Betty and the Yeti came about almost as a reaction to my previous picture book, Darkness Slipped In which is quite graphic in feel, and very simple in its approach to colour, using black, yellow and shocking pink.
Whilst doodling new ideas I did a rough sketch of a little girl in a snowy landscape, with a green coat and a red sled. The white landscape was particularly pleasing after having used so much black in Darkness Slipped In, and the red and green really zinged against one another.
This was the starting point for a story that wandered happily along, and tumbled on to the page. Betty is a little girl who lives in the snow, and collects things on her sled as she goes on her journeys through the landscape.
I have always loved collecting things, objects and ideas, so my writing often starts off in this way, collecting lists of words and thoughts. Betty finds an assortment of big furry clothes, and she sets about trying to find their owner, on her way meeting her friends, whale, bear, and Arctic hare. She eventually meets the owner of the smelly, hairy clothes, who, contrary to first appearances, is not so scary after all.

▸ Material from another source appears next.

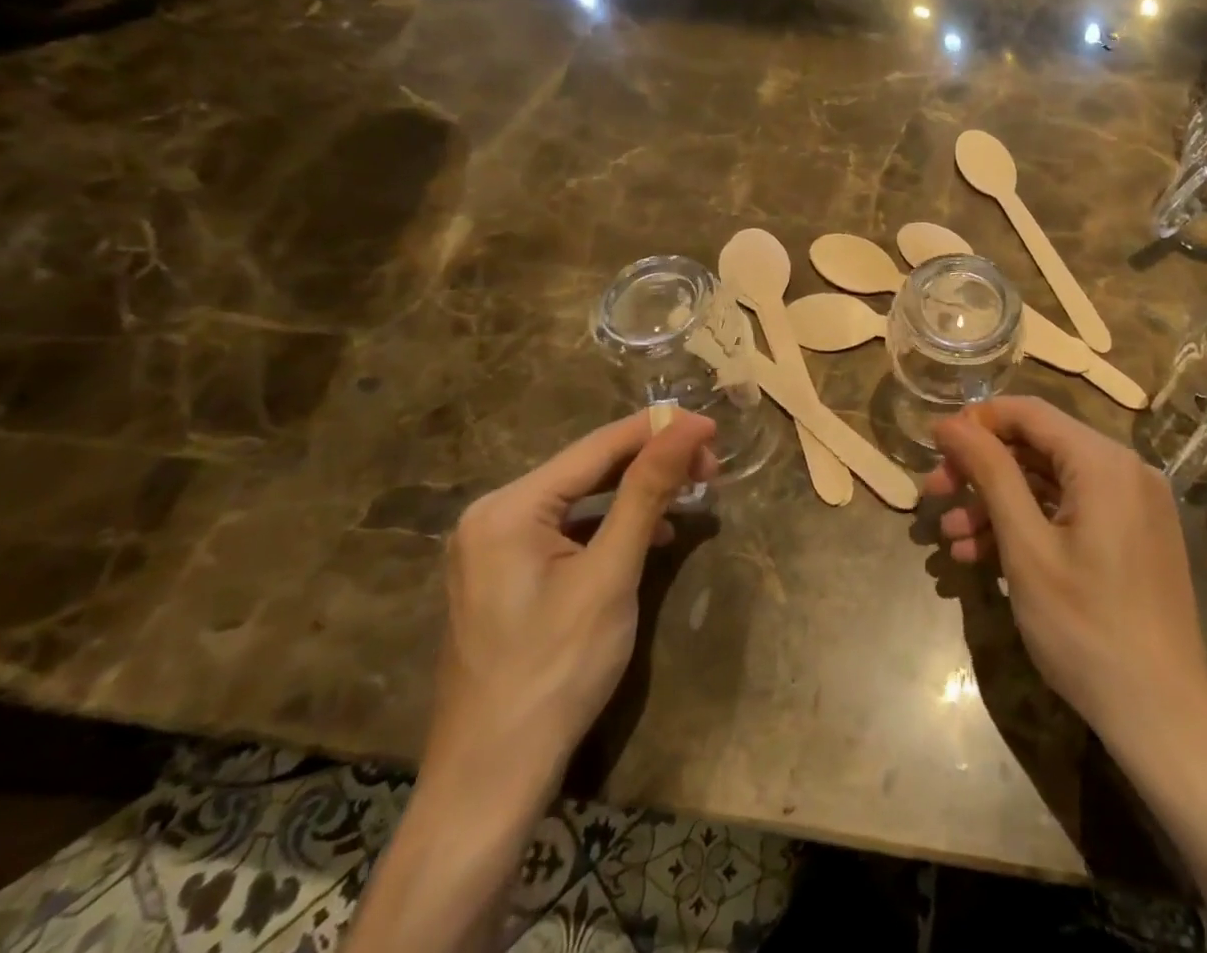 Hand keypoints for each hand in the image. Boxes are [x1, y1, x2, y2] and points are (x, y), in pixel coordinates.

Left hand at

I use a mixture of watercolours and Dr Martin’s inks for the base colour in my images. The inks are very intense, and provide me with lovely bright blues and reds. Using an oil-based pencil for the line, I then draw on top of the image with coloured pencils, adding texture and extra vibrancy.
I have used a fairly simple palette in this book, mainly blues and greens, but I didn’t want the images to be too cold (even though it’s a book about snow!) so I have, for instance, used some pink and yellow on the whale to give her a little warmth, and bring her forward on the page.
My favourite part of creating stories is making the rough drawings at the initial stages of the process. I love working quickly and excitedly on pencil roughs and these drawings have an immediacy, which I try to retain in my finished artworks.
I particularly enjoyed making the image of Betty and the whale. The difference in scale between the characters made a lovely contrast, and the shape of the whale echoes the rolling landscape of previous pages.
The image of Betty holding the Yeti’s coat is another favourite, as Betty almost disappears under the ‘jingly jangly’ hat, and her friend fox gets well and truly wrapped up warm!
I was working on Betty and the Yeti through the winter months, and snowy walks, with a bundled up baby and an excited dog, were the perfect inspiration for my pictures. I noticed seed heads and grasses poking up from under the snow and, through collage and pencil drawing, tried to capture a few of these details in my pictures, to add a little more depth to my illustrations, and bring a few extra wintry touches to Betty’s snowy world.
Betty and the Yeti is published by Macmillan Children’s Books (978 0 330 51117 9) at £5.99.
Ella Burfoot’s picture book Darkness Slipped In (Macmillan Children’s Books) was shortlisted for the 2008 British Book Design and Production Awards and nominated for the 2009 CILIP Kate Greenaway Medal. Ella earned both her undergraduate and Master’s degrees in illustration from University College Falmouth.